Description of the task
Apart from the pictures, which must be omitted, restate the data exactly.

Task data
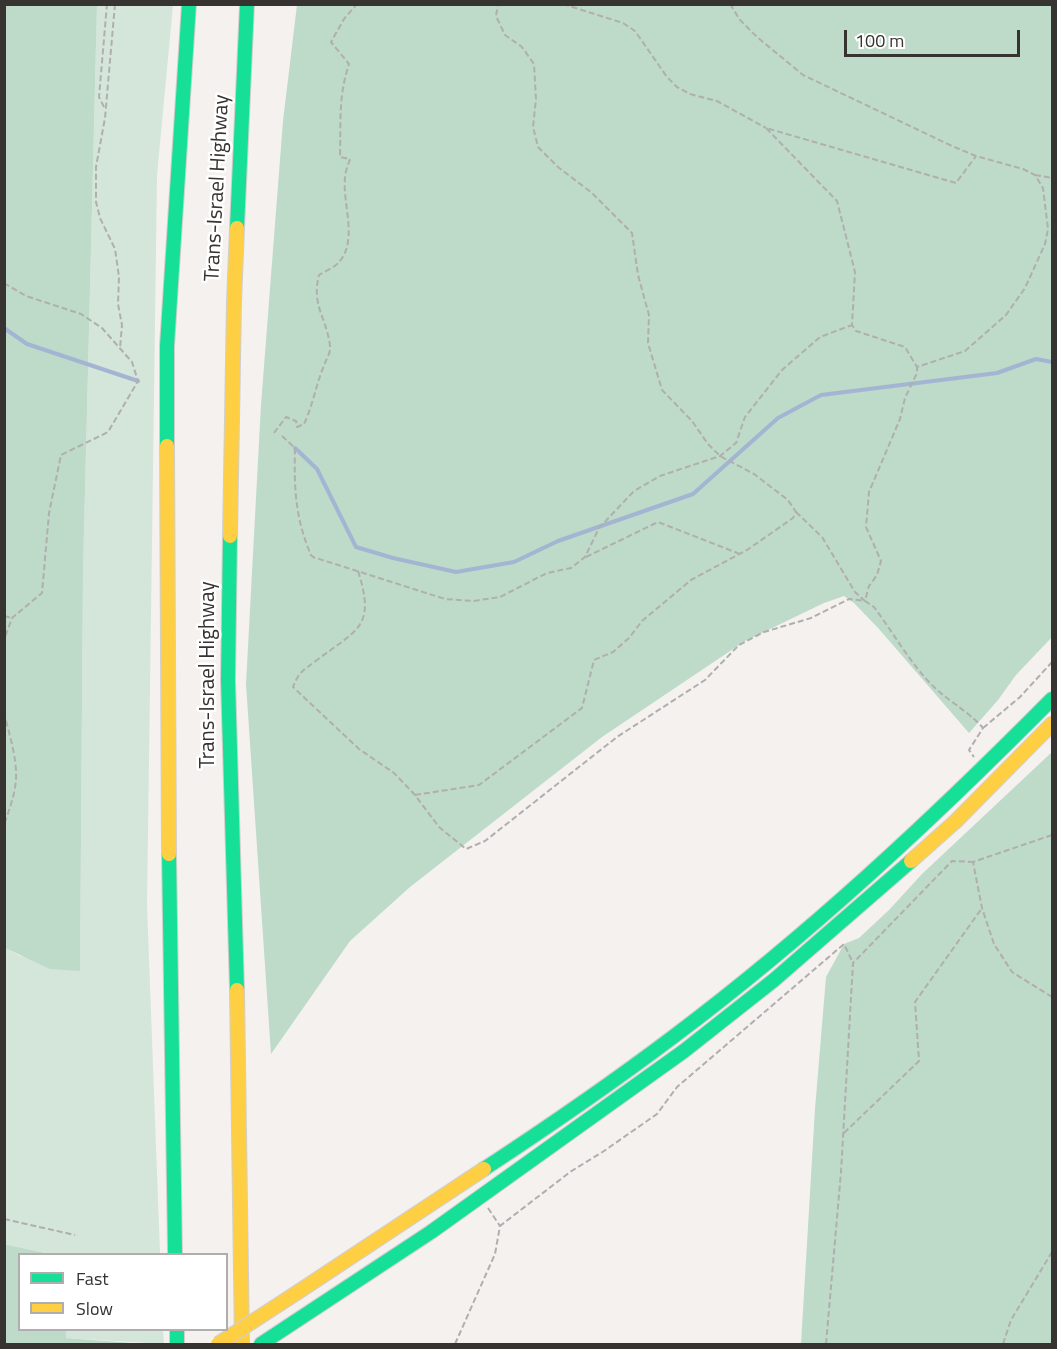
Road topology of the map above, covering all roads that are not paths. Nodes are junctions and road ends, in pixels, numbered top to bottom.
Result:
1 (189, 4) edge
2 (247, 4) edge
3 (1053, 699) edge
4 (1053, 724) edge
5 (175, 1253) edge
6 (218, 1344) edge
7 (242, 1344) edge
8 (261, 1344) edge

1 - 5 main road, Trans-Israel Highway
2 - 7 main road, Trans-Israel Highway
3 - 6 main road, bridge
4 - 8 main road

Completed exercise
Road topology of the map above, covering all roads that are not paths. Nodes are junctions and road ends, in pixels, numbered top to bottom.
Result:
1 (189, 4) edge
2 (247, 4) edge
3 (1053, 699) edge
4 (1053, 724) edge
5 (175, 1253) edge
6 (218, 1344) edge
7 (242, 1344) edge
8 (261, 1344) edge

1 - 5 main road, Trans-Israel Highway
2 - 7 main road, Trans-Israel Highway
3 - 6 main road, bridge
4 - 8 main road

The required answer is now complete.